__Data provided__
....................

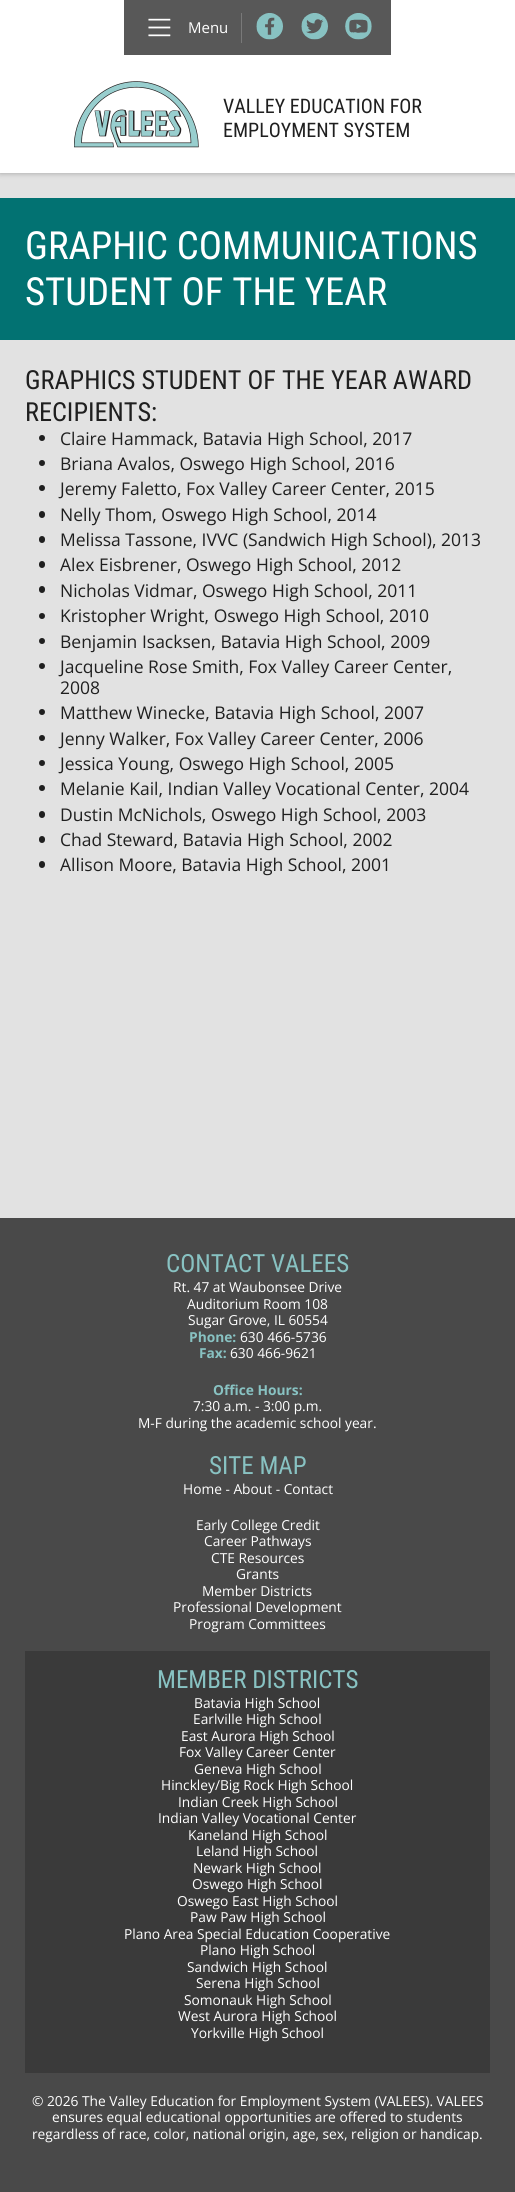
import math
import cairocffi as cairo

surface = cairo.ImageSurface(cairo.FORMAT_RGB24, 515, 2192)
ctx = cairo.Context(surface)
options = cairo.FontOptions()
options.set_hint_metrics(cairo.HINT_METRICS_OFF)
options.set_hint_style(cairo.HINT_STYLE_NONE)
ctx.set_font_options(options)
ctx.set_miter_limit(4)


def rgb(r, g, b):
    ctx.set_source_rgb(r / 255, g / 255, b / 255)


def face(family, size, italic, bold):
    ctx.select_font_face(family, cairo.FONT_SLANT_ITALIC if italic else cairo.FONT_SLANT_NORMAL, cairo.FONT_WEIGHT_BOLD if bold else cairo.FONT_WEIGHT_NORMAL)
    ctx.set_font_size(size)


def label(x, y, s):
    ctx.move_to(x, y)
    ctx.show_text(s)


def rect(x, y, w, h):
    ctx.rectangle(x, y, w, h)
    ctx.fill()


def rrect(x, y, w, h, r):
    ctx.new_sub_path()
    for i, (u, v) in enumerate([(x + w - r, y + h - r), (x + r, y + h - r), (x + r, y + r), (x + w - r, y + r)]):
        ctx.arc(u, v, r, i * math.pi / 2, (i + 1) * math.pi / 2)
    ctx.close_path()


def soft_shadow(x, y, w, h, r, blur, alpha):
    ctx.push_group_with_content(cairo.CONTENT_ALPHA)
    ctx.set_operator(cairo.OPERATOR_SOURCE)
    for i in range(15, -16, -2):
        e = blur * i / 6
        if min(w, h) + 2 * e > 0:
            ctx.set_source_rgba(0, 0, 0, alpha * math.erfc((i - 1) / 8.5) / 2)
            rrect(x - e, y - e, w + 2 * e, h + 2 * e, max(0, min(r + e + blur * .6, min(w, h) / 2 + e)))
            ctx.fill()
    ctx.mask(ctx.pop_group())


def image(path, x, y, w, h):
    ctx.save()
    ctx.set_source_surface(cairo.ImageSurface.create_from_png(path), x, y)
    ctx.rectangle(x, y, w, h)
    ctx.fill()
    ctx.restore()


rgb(73, 73, 73)
ctx.paint()
rgb(226, 226, 226)
rect(0, 173, 515, 1045)
rgb(0, 0, 0)
soft_shadow(0, 0, 515, 173, 0, 3, 0.3)
rgb(255, 255, 255)
rect(0, 0, 515, 173)
rgb(88, 88, 88)
rect(124, 0, 267, 55)
image('image0.png', 148, 18, 23, 19)
face('Open Sans', 15, 0, 0)
rgb(255, 255, 255)
label(188, 33, 'Menu')
rgb(121, 121, 121)
rect(241, 13, 1, 30)
image('image1.png', 256, 13, 27, 27)
image('image2.png', 301, 13, 27, 27)
image('image3.png', 345, 13, 27, 27)
image('image4.png', 74, 81, 125, 67)
face('Roboto Condensed', 20, 0, 0)
rgb(31, 31, 31)
label(223, 113, 'VALLEY EDUCATION FOR')
label(223, 137, 'EMPLOYMENT SYSTEM')
rgb(2, 114, 114)
rect(0, 198, 515, 142)
face('Roboto Condensed', 38.75, 0, 0)
rgb(255, 255, 255)
label(25, 259, 'GRAPHIC COMMUNICATIONS')
label(25, 305, 'STUDENT OF THE YEAR')
face('Roboto Condensed', 26.25, 0, 0)
rgb(31, 31, 31)
label(25, 389, 'GRAPHICS STUDENT OF THE YEAR AWARD')
label(25, 421, 'RECIPIENTS:')
ctx.new_path()
ctx.arc(42, 438, 3, 0, 2 * math.pi)
ctx.fill()
face('Open Sans', 17.5, 0, 0)
label(60, 445, 'Claire Hammack, Batavia High School, 2017')
ctx.new_path()
ctx.arc(42, 463, 3, 0, 2 * math.pi)
ctx.fill()
label(60, 470, 'Briana Avalos, Oswego High School, 2016')
ctx.new_path()
ctx.arc(42, 488, 3, 0, 2 * math.pi)
ctx.fill()
label(60, 495, 'Jeremy Faletto, Fox Valley Career Center, 2015')
rrect(39, 511, 6, 7, 3)
ctx.fill()
label(60, 521, 'Nelly Thom, Oswego High School, 2014')
rrect(39, 536, 6, 7, 3)
ctx.fill()
label(60, 546, 'Melissa Tassone, IVVC (Sandwich High School), 2013')
rrect(39, 561, 6, 7, 3)
ctx.fill()
label(60, 571, 'Alex Eisbrener, Oswego High School, 2012')
rrect(39, 586, 6, 7, 3)
ctx.fill()
label(60, 597, 'Nicholas Vidmar, Oswego High School, 2011')
ctx.new_path()
ctx.arc(42, 616, 3, 0, 2 * math.pi)
ctx.fill()
label(60, 622, 'Kristopher Wright, Oswego High School, 2010')
ctx.new_path()
ctx.arc(42, 641, 3, 0, 2 * math.pi)
ctx.fill()
label(60, 648, 'Benjamin Isacksen, Batavia High School, 2009')
ctx.new_path()
ctx.arc(42, 666, 3, 0, 2 * math.pi)
ctx.fill()
label(60, 673, 'Jacqueline Rose Smith, Fox Valley Career Center,')
label(60, 694, '2008')
ctx.new_path()
ctx.arc(42, 712, 3, 0, 2 * math.pi)
ctx.fill()
label(60, 719, 'Matthew Winecke, Batavia High School, 2007')
ctx.new_path()
ctx.arc(42, 738, 3, 0, 2 * math.pi)
ctx.fill()
label(60, 745, 'Jenny Walker, Fox Valley Career Center, 2006')
ctx.new_path()
ctx.arc(42, 763, 3, 0, 2 * math.pi)
ctx.fill()
label(60, 770, 'Jessica Young, Oswego High School, 2005')
ctx.new_path()
ctx.arc(42, 788, 3, 0, 2 * math.pi)
ctx.fill()
label(60, 795, 'Melanie Kail, Indian Valley Vocational Center, 2004')
rrect(39, 811, 6, 7, 3)
ctx.fill()
label(60, 821, 'Dustin McNichols, Oswego High School, 2003')
rrect(39, 836, 6, 7, 3)
ctx.fill()
label(60, 846, 'Chad Steward, Batavia High School, 2002')
rrect(39, 861, 6, 7, 3)
ctx.fill()
label(60, 871, 'Allison Moore, Batavia High School, 2001')
face('Roboto Condensed', 25, 0, 0)
rgb(136, 194, 194)
label(166, 1272, 'CONTACT VALEES')
face('Open Sans', 13.75, 0, 0)
rgb(255, 255, 255)
label(173, 1292, 'Rt. 47 at Waubonsee Drive')
label(187, 1309, 'Auditorium Room 108')
label(188, 1325, 'Sugar Grove, IL 60554')
face('Open Sans', 13.75, 0, 1)
rgb(136, 194, 194)
label(189, 1342, 'Phone:')
face('Open Sans', 13.75, 0, 0)
rgb(255, 255, 255)
label(240, 1342, '630 466-5736')
face('Open Sans', 13.75, 0, 1)
rgb(136, 194, 194)
label(199, 1358, 'Fax:')
face('Open Sans', 13.75, 0, 0)
rgb(255, 255, 255)
label(230, 1358, '630 466-9621')
face('Open Sans', 13.75, 0, 1)
rgb(136, 194, 194)
label(213, 1395, 'Office Hours:')
face('Open Sans', 13.75, 0, 0)
rgb(255, 255, 255)
label(193, 1411, '7:30 a.m. - 3:00 p.m.')
label(138, 1428, 'M-F during the academic school year.')
face('Roboto Condensed', 25, 0, 0)
rgb(136, 194, 194)
label(209, 1474, 'SITE MAP')
face('Open Sans', 13.75, 0, 0)
rgb(255, 255, 255)
label(183, 1494, 'Home - About - Contact')
label(196, 1530, 'Early College Credit')
label(204, 1546, 'Career Pathways')
label(211, 1563, 'CTE Resources')
label(236, 1579, 'Grants')
label(202, 1596, 'Member Districts')
label(173, 1612, 'Professional Development')
label(189, 1629, 'Program Committees')
rgb(58, 58, 58)
rect(25, 1651, 465, 422)
face('Roboto Condensed', 25, 0, 0)
rgb(136, 194, 194)
label(157, 1688, 'MEMBER DISTRICTS')
face('Open Sans', 13.75, 0, 0)
rgb(255, 255, 255)
label(194, 1708, 'Batavia High School')
label(193, 1724, 'Earlville High School')
label(181, 1741, 'East Aurora High School')
label(179, 1757, 'Fox Valley Career Center')
label(194, 1774, 'Geneva High School')
label(161, 1790, 'Hinckley/Big Rock High School')
label(178, 1807, 'Indian Creek High School')
label(158, 1823, 'Indian Valley Vocational Center')
label(188, 1840, 'Kaneland High School')
label(196, 1856, 'Leland High School')
label(193, 1873, 'Newark High School')
label(192, 1889, 'Oswego High School')
label(177, 1906, 'Oswego East High School')
label(190, 1922, 'Paw Paw High School')
label(124, 1939, 'Plano Area Special Education Cooperative')
label(200, 1955, 'Plano High School')
label(187, 1972, 'Sandwich High School')
label(196, 1988, 'Serena High School')
label(184, 2005, 'Somonauk High School')
label(178, 2021, 'West Aurora High School')
label(191, 2038, 'Yorkville High School')
label(32, 2106, '© 2026 The Valley Education for Employment System (VALEES). VALEES')
label(52, 2122, 'ensures equal educational opportunities are offered to students')
label(32, 2139, 'regardless of race, color, national origin, age, sex, religion or handicap.')
surface.write_to_png('render.png')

....................

__Exercise__
I'd like every line with the string "italic" copied from the listing.

__Task response__
def face(family, size, italic, bold):
    ctx.select_font_face(family, cairo.FONT_SLANT_ITALIC if italic else cairo.FONT_SLANT_NORMAL, cairo.FONT_WEIGHT_BOLD if bold else cairo.FONT_WEIGHT_NORMAL)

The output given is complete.